Tsukiji Fish Market, near the Sumida River in central Tokyo, is the largest wholesale seafood market in the world, fluorescent open-air gills wet with blood, seawater and slime, coughing with the congestion of commerce and truck-rumble, breath like a shipwreck. They say Tsukiji handles more than 450 varieties of sea creature, allegedly edible, and even a brief exploration of the market is enough to convincingly establish that the Japanese will eat anything from the sea: everywhere monsters still acrawl in their shells; urchins sulking spinelessly in brine; tubs of goopy indistinct protean flesh; piles of tiny bug-eyed and bony dried fishies; the snakish coils of eels writhing in their own blood; frozen gray hulks being drawn through bandsaws; piles of salaciously curved seaweed, weirdly glowing roe, and dismembered tentacles stacked in styrofoam. Tsukiji is a panoply of the grotesque and beautiful, an edible museum of organisms that distantly echo our own ancient origins, miracles of the oceans all washed up on Tokyo's crowded dinner table. And most of it, despite appearances, is admittedly delicious, or at least worth trying. Tsukiji is the great gut of the city, churning the catch into something consumable—the chewing that occurs later, in restaurants and homes, only a formality, almost...
Tuna, prized in Japan, is the centerpiece of the Market, which begins formally every morning with a massive auction of the fresh and frozen fish. It is estimated that Japan is responsible for fully one third of the world's total tuna consumption, including eighty percent of the world's diminishing Bluefin stocks, and much of the best tuna selection likely passes through Tsukiji, where wholesalers saw, slice and shave the great torpedoed bodies down into steaks, flakes, sushi, sashimi and other favored forms, the choicest meats reserved to be eaten raw, red and delicate. Tsukiji's auctions are an increasingly old-fashioned organ of Japanese business, however, where quality is critical and tuna are considered as one would evaluate a sumo wrestler, individually examined for muscle bulk and the smooth, delectable fat of an open-ocean animal. Even the enormous quantity of fish moving daily through Tsukiji Market accounts for only eleven percent of Japan's tuna. We eat the seas.
The rowdy and industrious atmosphere of the Market is part of it's charm, it's bewildering morning magic. We come as tourists, of course, as do others, but the Market is not a tourist "attraction." There are no buses or guides, no cordoned walking paths or brochures. Tsukiji rushes forward, fish flying, and we are permitted to look around so long as we don't get in the way. This is unusual in Japan, in a culture where things tend to be structured, where behavior and even emotional response are often carefully encoded into patterns of social expectation and obligation. Take a picture here. Drink tea over there. Cry at this event. Travel in numbers. It is said that the Japanese are tourists in their own country, and this begins to clarify why many attractions in Japan feel like experience factories, spectacles standardized for the efficient processing of persons. Forest paths have been paved, temples turned into high-traffic museums, and artifice erected wherever necessary.

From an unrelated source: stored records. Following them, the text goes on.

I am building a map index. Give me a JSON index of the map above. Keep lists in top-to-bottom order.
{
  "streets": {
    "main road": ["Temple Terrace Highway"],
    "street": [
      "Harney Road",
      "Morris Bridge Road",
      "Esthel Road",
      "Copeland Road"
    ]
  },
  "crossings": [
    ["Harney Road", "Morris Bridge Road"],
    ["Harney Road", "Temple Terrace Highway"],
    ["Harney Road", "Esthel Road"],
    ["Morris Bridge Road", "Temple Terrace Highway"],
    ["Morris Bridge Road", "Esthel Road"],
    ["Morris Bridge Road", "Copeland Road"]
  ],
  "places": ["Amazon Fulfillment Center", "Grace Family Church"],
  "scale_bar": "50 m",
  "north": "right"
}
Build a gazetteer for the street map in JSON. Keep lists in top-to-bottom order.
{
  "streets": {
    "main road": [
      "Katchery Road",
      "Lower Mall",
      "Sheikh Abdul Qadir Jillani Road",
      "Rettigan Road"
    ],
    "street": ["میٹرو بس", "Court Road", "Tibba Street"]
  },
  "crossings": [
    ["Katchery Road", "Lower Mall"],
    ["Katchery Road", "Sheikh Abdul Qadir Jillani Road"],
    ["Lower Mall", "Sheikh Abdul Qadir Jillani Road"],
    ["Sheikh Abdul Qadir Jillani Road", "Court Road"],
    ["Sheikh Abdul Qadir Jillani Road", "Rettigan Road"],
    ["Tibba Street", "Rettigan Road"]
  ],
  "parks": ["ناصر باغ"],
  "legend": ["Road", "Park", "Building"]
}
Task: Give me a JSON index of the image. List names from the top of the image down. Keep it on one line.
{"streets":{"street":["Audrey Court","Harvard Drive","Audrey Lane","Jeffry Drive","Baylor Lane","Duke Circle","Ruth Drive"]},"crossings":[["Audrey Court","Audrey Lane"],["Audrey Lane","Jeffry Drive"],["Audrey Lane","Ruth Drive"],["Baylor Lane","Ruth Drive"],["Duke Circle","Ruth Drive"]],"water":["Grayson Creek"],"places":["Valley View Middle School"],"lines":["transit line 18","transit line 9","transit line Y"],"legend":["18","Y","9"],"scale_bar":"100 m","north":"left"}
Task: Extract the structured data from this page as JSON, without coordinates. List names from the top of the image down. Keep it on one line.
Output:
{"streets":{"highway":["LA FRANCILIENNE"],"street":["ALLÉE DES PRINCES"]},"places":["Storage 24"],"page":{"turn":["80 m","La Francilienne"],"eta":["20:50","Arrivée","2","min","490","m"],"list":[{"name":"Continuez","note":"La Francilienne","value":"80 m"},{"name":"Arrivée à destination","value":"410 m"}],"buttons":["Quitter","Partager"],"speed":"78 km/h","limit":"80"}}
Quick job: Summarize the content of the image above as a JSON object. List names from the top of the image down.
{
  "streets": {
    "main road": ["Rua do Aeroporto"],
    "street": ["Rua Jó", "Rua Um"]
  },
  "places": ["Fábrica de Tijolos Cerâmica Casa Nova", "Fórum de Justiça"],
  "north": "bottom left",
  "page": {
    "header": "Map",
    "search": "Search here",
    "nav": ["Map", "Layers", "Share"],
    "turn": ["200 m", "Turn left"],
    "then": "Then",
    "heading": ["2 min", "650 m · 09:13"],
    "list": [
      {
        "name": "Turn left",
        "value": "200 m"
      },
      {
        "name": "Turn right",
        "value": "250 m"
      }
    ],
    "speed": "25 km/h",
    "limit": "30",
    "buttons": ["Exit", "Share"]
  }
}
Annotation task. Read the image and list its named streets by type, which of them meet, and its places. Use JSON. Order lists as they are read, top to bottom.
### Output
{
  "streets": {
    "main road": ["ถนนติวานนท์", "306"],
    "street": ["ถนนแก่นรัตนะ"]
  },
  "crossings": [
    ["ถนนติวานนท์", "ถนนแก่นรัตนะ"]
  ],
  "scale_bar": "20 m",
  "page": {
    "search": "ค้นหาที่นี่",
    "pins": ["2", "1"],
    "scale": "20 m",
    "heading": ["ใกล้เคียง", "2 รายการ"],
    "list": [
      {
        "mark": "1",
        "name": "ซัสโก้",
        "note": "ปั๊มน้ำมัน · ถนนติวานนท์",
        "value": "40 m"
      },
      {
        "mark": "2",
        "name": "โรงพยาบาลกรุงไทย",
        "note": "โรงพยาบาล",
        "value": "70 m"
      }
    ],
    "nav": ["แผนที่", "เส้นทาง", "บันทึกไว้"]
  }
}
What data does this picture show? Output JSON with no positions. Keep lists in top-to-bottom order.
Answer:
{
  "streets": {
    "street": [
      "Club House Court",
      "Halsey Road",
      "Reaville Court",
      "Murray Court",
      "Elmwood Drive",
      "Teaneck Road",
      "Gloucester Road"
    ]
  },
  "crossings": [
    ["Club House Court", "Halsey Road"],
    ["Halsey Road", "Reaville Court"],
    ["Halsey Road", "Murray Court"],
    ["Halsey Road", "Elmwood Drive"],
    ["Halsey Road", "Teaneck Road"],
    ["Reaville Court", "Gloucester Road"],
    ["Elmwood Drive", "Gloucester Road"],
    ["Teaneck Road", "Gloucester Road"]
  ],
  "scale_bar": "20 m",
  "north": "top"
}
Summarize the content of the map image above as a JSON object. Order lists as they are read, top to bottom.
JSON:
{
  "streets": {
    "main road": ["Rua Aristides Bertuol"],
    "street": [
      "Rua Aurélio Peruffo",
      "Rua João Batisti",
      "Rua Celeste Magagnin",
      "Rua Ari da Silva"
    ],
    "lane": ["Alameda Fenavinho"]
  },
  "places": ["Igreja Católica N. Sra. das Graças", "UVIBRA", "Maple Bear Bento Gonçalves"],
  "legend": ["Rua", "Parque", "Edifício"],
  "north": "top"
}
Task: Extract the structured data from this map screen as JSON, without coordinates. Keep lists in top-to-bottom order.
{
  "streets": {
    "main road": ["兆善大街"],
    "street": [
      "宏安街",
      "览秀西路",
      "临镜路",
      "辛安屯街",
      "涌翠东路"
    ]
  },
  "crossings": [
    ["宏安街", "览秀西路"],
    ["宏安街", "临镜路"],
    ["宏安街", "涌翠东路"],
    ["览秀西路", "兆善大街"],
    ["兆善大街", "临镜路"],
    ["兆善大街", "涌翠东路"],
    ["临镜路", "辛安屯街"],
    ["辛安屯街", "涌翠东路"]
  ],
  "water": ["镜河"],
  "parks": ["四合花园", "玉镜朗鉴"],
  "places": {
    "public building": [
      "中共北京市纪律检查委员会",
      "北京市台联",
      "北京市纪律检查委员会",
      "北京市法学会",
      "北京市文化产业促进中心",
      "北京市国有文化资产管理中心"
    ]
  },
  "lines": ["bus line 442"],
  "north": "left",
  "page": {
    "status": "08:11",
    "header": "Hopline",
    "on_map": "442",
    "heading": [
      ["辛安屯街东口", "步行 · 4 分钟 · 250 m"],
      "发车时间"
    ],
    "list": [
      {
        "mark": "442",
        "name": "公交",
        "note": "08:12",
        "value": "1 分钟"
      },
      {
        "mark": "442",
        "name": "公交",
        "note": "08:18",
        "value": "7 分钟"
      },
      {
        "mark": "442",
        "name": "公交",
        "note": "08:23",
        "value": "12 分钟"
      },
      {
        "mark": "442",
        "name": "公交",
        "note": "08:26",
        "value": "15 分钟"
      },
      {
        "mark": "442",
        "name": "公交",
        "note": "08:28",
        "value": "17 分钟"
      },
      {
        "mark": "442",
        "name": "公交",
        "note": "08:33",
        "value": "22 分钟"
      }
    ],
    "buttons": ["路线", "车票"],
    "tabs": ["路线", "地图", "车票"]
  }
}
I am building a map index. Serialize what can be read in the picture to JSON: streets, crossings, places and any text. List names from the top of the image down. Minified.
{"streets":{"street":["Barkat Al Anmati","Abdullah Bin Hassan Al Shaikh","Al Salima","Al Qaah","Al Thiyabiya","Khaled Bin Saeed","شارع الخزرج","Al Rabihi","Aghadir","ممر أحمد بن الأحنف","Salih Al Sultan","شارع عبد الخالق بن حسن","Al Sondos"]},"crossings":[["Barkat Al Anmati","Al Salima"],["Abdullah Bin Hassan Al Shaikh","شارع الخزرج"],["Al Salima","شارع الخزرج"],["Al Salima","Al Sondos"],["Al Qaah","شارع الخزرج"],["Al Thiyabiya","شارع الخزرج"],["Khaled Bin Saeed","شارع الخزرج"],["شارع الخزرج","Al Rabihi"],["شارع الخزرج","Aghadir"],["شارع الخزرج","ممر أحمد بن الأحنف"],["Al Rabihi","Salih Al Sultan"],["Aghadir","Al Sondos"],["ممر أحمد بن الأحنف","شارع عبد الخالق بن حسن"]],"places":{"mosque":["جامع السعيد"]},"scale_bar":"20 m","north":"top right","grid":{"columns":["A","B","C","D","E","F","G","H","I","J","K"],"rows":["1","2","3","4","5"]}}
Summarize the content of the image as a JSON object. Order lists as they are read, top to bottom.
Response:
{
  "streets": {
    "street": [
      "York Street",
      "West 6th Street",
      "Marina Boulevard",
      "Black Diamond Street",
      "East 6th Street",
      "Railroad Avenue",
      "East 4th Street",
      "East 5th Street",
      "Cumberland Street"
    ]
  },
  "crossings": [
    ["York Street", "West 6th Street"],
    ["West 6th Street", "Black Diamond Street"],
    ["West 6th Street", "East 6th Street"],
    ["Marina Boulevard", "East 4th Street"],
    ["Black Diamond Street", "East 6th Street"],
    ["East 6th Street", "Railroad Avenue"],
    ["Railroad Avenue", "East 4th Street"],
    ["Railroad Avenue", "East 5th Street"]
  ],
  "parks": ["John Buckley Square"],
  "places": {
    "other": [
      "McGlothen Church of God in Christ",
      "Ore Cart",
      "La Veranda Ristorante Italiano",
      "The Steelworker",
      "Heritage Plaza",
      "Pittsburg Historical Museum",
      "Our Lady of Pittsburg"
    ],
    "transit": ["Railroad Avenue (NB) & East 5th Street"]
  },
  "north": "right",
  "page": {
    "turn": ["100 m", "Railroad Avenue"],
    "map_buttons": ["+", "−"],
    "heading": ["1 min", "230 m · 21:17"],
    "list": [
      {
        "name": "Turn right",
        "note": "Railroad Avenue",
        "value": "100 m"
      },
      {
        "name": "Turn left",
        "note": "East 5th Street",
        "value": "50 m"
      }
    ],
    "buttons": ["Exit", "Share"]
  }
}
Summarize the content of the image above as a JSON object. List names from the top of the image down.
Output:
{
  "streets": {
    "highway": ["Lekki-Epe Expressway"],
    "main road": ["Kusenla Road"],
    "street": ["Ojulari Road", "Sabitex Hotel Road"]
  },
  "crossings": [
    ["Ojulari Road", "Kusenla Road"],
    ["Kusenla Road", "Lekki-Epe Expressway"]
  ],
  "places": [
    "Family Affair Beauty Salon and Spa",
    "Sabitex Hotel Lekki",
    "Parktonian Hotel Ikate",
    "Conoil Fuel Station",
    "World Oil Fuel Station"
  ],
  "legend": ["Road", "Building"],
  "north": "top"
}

At Tsukiji, however, the market's momentum plunges us into the visceral immediacy of an intestinal maze, into the sharp-focus of bright bare bulbs, styrofoam and sea-slime, knives and numbers. We flop gasping in this sudden onrush, trying to avoid being run over by market carts carrying 800-pound fish and not stopping. Tsukiji Market is real, exasperating and fecund, disgusting and lovely, and it returns us, reeling, to our senses.
Later though, feeling entirely shot thru and sticky with fishiness, we passed on a breakfast of the world's freshest sushi, and left the fish there in Tokyo's stomach, uneaten and already settled...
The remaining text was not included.